Maroc 2026 : les prétendants à la primature avant les urnes

Maroc 2026 : les prétendants à la primature avant les urnes

Alors que le Maroc s’apprête à organiser un scrutin législatif décisif en septembre 2026, les ambitions politiques se précisent autour d’un poste clé : celui de Premier ministre. Autour d’Aziz Akhannouch, actuel chef du gouvernement, une poignée de personnalités se profile pour lui succéder. Mais qui sont les favoris des électeurs et des formations politiques ?

Un scrutin sous haute tension politique

Dans un contexte marqué par des défis économiques et sociaux, les Marocains se rendront aux urnes avec une question en tête : qui saura incarner la continuité ou le changement ? Plusieurs noms émergent déjà dans les discussions, chacun porteur d’une vision différente pour le pays. Parmi eux, des figures expérimentées et des nouveaux visages, tous prêts à briguer le poste de Premier ministre.

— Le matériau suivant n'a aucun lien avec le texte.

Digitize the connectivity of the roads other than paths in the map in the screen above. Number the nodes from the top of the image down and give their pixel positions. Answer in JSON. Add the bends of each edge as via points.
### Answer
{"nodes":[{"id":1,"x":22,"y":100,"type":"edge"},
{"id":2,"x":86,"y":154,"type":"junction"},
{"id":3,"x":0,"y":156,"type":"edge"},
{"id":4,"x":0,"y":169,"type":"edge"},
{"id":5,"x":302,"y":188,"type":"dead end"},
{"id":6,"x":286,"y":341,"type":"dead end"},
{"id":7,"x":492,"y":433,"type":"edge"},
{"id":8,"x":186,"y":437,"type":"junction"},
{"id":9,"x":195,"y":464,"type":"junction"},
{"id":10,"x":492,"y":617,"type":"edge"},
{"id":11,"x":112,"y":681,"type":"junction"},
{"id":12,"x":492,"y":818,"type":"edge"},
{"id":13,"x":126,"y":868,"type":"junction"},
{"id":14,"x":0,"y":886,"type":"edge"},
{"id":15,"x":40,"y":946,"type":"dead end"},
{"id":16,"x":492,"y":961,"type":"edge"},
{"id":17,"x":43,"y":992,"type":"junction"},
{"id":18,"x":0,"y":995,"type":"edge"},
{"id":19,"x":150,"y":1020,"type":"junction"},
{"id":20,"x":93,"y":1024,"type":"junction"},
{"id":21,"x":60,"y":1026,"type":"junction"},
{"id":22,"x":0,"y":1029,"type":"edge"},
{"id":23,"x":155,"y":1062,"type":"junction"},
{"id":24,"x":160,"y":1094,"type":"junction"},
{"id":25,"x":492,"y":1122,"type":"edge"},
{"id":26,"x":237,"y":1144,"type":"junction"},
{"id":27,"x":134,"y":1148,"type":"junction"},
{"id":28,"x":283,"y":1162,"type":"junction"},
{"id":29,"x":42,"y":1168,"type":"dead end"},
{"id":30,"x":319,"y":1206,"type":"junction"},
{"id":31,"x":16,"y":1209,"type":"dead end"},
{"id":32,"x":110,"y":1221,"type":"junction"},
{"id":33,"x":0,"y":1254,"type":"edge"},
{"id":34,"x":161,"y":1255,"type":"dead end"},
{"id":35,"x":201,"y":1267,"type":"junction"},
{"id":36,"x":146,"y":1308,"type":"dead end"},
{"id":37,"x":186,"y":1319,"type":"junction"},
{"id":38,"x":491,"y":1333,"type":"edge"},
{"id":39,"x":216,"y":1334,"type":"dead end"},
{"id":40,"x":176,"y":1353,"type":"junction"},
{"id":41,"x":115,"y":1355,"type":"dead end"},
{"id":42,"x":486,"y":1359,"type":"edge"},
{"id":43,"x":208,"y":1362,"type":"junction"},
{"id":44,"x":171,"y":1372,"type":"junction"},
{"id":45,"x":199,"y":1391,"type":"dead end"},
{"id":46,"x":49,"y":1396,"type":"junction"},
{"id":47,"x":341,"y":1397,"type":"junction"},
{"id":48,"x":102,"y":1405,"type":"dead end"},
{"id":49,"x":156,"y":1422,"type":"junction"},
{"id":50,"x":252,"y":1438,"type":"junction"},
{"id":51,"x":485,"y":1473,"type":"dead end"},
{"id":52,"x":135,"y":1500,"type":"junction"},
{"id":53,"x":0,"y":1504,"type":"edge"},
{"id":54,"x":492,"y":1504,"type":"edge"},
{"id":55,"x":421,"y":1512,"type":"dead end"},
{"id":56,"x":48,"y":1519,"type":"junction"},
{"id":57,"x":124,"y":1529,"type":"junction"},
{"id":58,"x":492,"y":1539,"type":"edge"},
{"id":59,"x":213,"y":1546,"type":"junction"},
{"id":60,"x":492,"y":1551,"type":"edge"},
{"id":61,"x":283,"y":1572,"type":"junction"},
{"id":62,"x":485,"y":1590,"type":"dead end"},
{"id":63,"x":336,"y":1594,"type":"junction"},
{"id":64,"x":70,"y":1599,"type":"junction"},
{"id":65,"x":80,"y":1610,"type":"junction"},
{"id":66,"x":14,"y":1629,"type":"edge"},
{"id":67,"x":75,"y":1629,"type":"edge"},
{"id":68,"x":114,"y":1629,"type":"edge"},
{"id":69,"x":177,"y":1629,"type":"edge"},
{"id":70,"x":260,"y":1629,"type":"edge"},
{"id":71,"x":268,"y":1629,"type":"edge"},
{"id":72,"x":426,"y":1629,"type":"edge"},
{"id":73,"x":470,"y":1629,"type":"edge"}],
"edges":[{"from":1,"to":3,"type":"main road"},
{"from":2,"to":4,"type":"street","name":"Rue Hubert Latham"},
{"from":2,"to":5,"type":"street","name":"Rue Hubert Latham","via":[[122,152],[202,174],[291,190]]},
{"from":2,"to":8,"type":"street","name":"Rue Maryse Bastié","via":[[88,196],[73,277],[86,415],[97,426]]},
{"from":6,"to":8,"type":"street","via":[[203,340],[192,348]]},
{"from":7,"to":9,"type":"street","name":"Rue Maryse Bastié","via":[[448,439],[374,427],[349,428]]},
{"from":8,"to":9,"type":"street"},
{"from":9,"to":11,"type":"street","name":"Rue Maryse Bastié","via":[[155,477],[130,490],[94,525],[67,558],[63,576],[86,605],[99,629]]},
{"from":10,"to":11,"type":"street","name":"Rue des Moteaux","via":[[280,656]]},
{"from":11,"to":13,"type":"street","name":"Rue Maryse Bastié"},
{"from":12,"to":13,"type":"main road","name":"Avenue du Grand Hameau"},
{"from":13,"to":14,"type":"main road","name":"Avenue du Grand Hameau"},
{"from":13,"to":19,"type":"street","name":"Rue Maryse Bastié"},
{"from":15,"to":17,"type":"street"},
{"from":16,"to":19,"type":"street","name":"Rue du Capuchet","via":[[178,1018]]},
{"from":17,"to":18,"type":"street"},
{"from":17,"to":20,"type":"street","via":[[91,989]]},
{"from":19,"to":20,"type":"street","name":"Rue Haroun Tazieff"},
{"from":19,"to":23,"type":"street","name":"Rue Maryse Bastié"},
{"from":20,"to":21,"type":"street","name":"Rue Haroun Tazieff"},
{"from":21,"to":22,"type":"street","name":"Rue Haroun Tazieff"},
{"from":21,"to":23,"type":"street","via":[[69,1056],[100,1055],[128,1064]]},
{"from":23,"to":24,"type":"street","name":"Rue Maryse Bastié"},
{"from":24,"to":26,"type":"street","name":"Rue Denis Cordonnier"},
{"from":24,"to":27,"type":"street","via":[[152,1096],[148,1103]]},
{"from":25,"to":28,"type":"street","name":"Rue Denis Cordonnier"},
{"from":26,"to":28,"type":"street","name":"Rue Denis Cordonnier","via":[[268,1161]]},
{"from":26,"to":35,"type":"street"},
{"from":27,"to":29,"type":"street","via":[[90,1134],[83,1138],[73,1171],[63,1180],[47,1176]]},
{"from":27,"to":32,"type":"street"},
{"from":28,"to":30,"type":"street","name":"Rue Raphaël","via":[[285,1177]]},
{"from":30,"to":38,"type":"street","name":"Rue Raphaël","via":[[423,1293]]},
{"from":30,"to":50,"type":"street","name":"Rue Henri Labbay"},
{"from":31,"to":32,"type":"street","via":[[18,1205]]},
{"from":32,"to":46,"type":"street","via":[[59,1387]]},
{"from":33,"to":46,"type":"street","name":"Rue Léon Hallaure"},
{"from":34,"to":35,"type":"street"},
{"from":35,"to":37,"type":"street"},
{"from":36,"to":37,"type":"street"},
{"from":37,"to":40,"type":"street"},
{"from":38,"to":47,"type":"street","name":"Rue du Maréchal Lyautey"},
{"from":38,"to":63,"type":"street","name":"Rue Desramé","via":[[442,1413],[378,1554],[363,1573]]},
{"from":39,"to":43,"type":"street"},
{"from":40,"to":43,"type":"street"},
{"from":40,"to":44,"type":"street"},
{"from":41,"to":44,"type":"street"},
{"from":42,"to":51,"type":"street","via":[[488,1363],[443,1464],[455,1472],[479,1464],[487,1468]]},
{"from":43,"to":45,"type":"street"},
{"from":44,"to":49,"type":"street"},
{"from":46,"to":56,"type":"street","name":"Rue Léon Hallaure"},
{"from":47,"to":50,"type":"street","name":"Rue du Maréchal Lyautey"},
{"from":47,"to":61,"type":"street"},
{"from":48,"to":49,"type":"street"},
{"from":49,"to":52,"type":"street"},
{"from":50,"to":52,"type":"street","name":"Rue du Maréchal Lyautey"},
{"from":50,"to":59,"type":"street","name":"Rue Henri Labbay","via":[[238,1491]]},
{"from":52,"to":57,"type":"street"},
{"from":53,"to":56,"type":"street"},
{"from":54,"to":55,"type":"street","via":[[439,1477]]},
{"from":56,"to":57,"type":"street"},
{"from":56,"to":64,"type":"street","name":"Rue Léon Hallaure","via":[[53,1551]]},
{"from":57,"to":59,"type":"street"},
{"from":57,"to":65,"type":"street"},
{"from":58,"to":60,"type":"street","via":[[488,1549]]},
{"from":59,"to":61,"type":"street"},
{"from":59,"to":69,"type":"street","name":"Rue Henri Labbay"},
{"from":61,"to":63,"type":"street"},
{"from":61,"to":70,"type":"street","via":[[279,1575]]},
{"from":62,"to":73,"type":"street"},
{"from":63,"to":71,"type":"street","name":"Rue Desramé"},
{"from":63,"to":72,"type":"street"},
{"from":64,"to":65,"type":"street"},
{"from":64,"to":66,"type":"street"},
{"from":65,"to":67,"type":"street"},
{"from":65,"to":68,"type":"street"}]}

Les figures incontournables de l’échiquier politique marocain

Les observateurs politiques s’accordent sur quelques profils qui pourraient jouer un rôle central dans les mois à venir. Voici les principaux prétendants identifiés par les analystes :

  • Mostafa Terrab, président-directeur général d’une grande entreprise publique, dispose d’une influence économique majeure. Son expérience dans la gestion de grands projets pourrait séduire les électeurs en quête de stabilité.
  • Nizar Baraka, ministre de l’Économie et des Finances, incarne la continuité d’une politique économique libérale. Son profil technocrate est souvent cité comme un atout pour rassurer les investisseurs.
  • Abdelouafi Laftit, ministre de l’Intérieur, représente une ligne plus sécuritaire. Son expérience dans la gestion des enjeux de sécurité intérieure et de stabilité politique en fait un candidat sérieux.
  • Younes Sekkouri, ministre de la Jeunesse et des Sports, mise sur son ancrage territorial et sa proximité avec la jeunesse marocaine pour séduire les électeurs.
  • Nadia Fettah Alaoui, ministre du Tourisme, mise sur son expérience dans un secteur clé de l’économie marocaine. Son profil féminin et son expertise sectorielle pourraient jouer en sa faveur.
  • Fouzi Lekjaâ, secrétaire général du gouvernement, est perçu comme un fin connaisseur des rouages administratifs. Son expérience dans la gestion des dossiers gouvernementaux en fait un candidat crédible.

Un choix qui dépendra des priorités des électeurs

Le scrutin de septembre 2026 ne se résumera pas à une simple bataille entre personnalités. Les Marocains devront trancher entre continuité et renouvellement, sécurité et ambition économique, tradition et modernité. Chaque candidat incarne une partie de ces enjeux, et leur succès dépendra de leur capacité à convaincre au-delà de leur camp politique.

Alors que les campagnes électorales s’accélèrent, les débats s’intensifient. Les programmes, les alliances et les promesses de réformes seront au cœur des discussions. Une chose est sûre : le Maroc s’apprête à vivre une période politique intense, où chaque voix comptera.